# My new BOSCH dishwasher sucks... help!



## louweed (Mar 10, 2012)

I just installed this mid range Bosch dishwasher:

http://www.lowes.com/pd_353032-39047-SHE3ARF2UC_1z11pl0Z1z140vc__?productId=3384512&Ns=p_product_price|0&pl=1

Everytime i run a normal or even auto wash this is what it looks like when its fininshed. i've attached pics of the leftover detergent, etc. what i am possibly doing wrong? i dont overfill the compartment. what is going on this is very frustrating esp since i thought Bosch was better than most other brands. :vs_mad:


----------



## jimn (Nov 13, 2010)

Are you blocking the soap dish with a large pot or other utensil?


----------



## ZZZZZ (Oct 1, 2014)

Maybe your hot water supply line is partially blocked and not delivering enough hot water?


----------



## WhatRnsdownhill (Jan 13, 2016)

are you sure you can use powdered detergent in that unit?


----------



## louweed (Mar 10, 2012)

ShtRnsdownhill said:


> are you sure you can use powdered detergent in that unit?

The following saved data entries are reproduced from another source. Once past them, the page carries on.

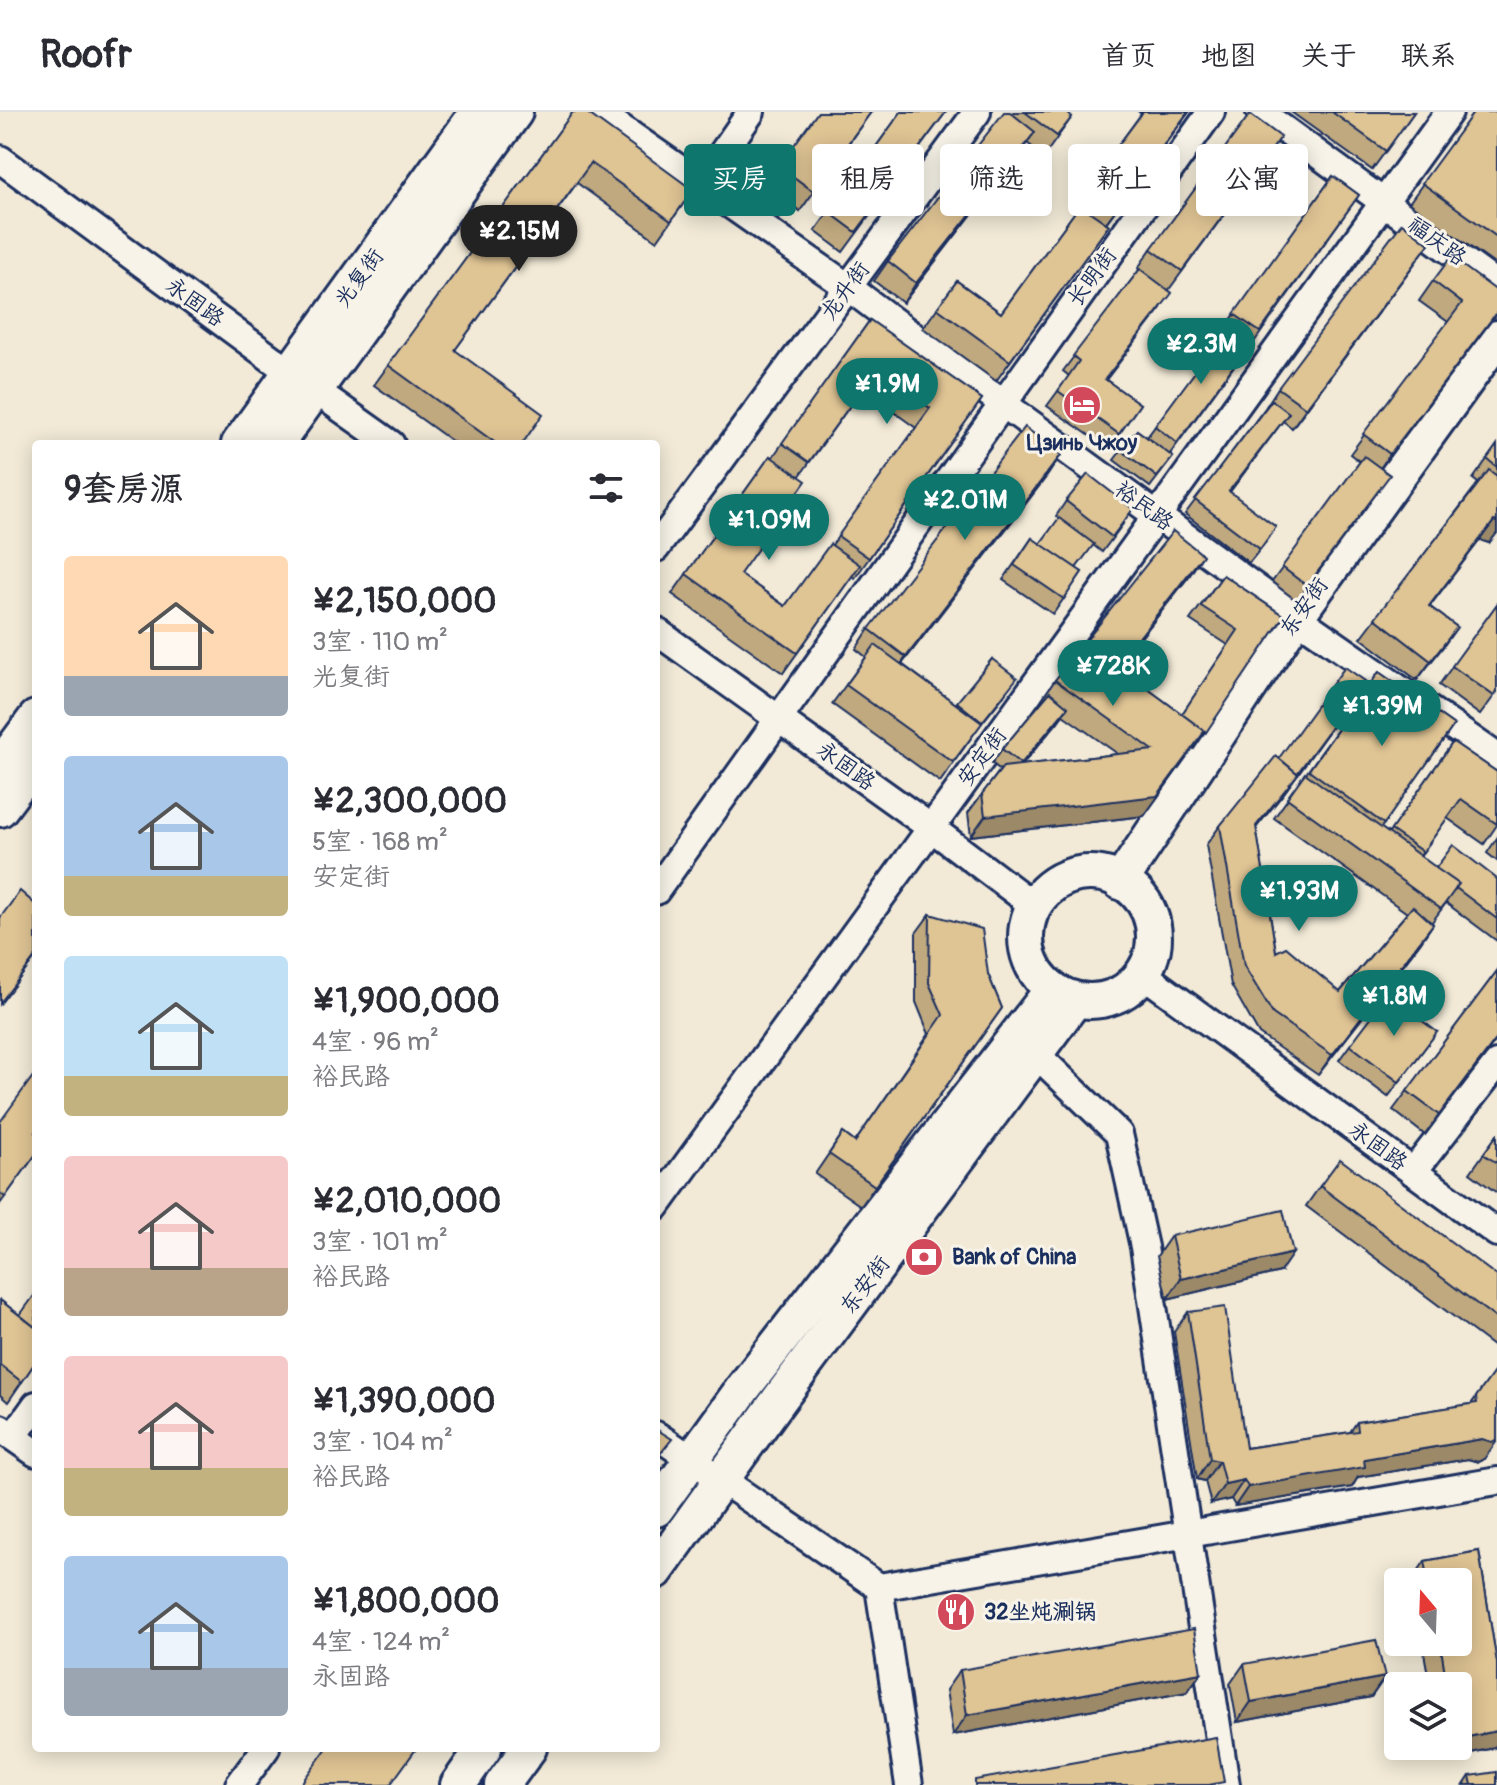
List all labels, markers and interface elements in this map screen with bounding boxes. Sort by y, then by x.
text: Roofr [40,31,132,79]
text: 首页 [1101,39,1157,74]
text: 地图 [1201,39,1257,74]
text: 关于 [1301,39,1357,74]
text: 联系 [1401,39,1457,74]
chip: 买房 [684,144,796,216]
chip: 租房 [812,144,924,216]
chip: 筛选 [940,144,1052,216]
chip: 新上 [1068,144,1180,216]
chip: 公寓 [1196,144,1308,216]
pin: ¥2.15M [454,205,584,273]
street label: 福庆路 [1402,210,1472,272]
text: ¥2.15M [478,215,560,247]
street label: 长明街 [1061,242,1123,312]
street label: 光复街 [328,243,390,313]
street label: 龙升街 [814,256,876,326]
street label: 永固路 [160,271,230,333]
pin: ¥2.3M [1145,318,1257,386]
text: ¥2.3M [1165,328,1237,360]
pin: ¥1.9M [831,358,943,426]
text: ¥1.9M [854,368,920,400]
hotel icon: Цзинь Чжоу [1061,384,1103,426]
place label: Цзинь Чжоу [1027,429,1138,457]
icon: filters [584,466,628,510]
text: 9套房源 [64,468,184,511]
pin: ¥2.01M [900,474,1030,542]
street label: 裕民路 [1109,475,1179,537]
text: ¥2.01M [923,484,1007,516]
pin: ¥1.09M [704,494,834,562]
text: ¥1.09M [727,504,811,536]
street label: 东安街 [1274,572,1334,642]
text: ¥2,150,000 [312,580,496,623]
icon: home [128,588,224,684]
text: 3室 · 110 m² [312,626,448,658]
pin: ¥728K [1057,640,1169,708]
text: ¥728K [1075,650,1151,682]
text: 光复街 [312,661,390,693]
pin: ¥1.39M [1317,680,1447,748]
text: ¥1.39M [1342,690,1422,722]
street label: 安定街 [951,722,1013,792]
street label: 永固路 [811,735,881,797]
text: ¥2,300,000 [312,780,507,823]
icon: home [128,788,224,884]
text: 5室 · 168 m² [312,826,448,858]
text: 安定街 [312,861,390,893]
pin: ¥1.93M [1234,865,1364,933]
text: ¥1.93M [1259,875,1339,907]
pin: ¥1.8M [1338,970,1450,1038]
text: ¥1,900,000 [312,980,500,1023]
text: ¥1.8M [1361,980,1427,1012]
icon: home [128,988,224,1084]
text: 4室 · 96 m² [312,1026,439,1058]
text: 裕民路 [312,1061,390,1093]
street label: 永固路 [1343,1115,1413,1177]
text: ¥2,010,000 [312,1180,501,1223]
icon: home [128,1188,224,1284]
text: 3室 · 101 m² [312,1226,448,1258]
bank icon: Bank of China [903,1236,945,1278]
place label: Bank of China [952,1243,1076,1271]
street label: 东安街 [834,1250,896,1320]
text: 裕民路 [312,1261,390,1293]
text: ¥1,390,000 [312,1380,496,1423]
icon: home [128,1388,224,1484]
text: 3室 · 104 m² [312,1426,453,1458]
text: 裕民路 [312,1461,390,1493]
north arrow [1384,1568,1472,1656]
map controls [1384,1568,1472,1760]
text: ¥1,800,000 [312,1580,499,1623]
icon: home [128,1588,224,1684]
restaurant icon: 32坐炖涮锅 [935,1591,977,1633]
place label: 32坐炖涮锅 [984,1598,1097,1626]
text: 4室 · 124 m² [312,1626,450,1658]
text: 永固路 [312,1661,390,1693]
button: layers [1384,1672,1472,1760]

idk i just assumed it was ok seeing that the compartment read dishwasher detergent only. i mean i guess i could use liguid/gel but for my needs powder is much cheaper and i dont have nice dishes so i not fancy like that. where would one get an answer to powder vs. liquid?


----------



## ZZZZZ (Oct 1, 2014)

louweed said:


> idk i just assumed it was ok seeing that the compartment read dishwasher detergent only. i mean i guess i could use liguid/gel but for my needs powder is much cheaper and i dont have nice dishes so i not fancy like that. * where would one get an answer to powder vs. liquid?[*/QUOTE]
> 
> The owner's manual will tell you what type of detergent to use.


----------



## SPS-1 (Oct 21, 2008)

My Bosch Dishwasher instructions say powder or tablets are acceptable (although when I was looking for dishwashers one salesman did specify to use tablets). But instructions say *one tablespoon* of detergent should be used --- maximum 3 tablespoons if you have extremely dirty load.

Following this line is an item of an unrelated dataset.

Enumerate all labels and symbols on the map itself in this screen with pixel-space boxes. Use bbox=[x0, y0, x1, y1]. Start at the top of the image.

Have you been overfilling ?


----------



## louweed (Mar 10, 2012)

ZZZZZ said:


> louweed said:
> 
> 
> > idk i just assumed it was ok seeing that the compartment read dishwasher detergent only. i mean i guess i could use liguid/gel but for my needs powder is much cheaper and i dont have nice dishes so i not fancy like that. * where would one get an answer to powder vs. liquid?[*/QUOTE]
> ...


----------



## djlandkpl (Jan 29, 2013)

There was a similar post for a Bosch dishwasher not cleaning well. Turned out to be a clogged water line. I'd start there.


----------



## louweed (Mar 10, 2012)

djlandkpl said:


> There was a similar post for a Bosch dishwasher not cleaning well. Turned out to be a clogged water line. I'd start there.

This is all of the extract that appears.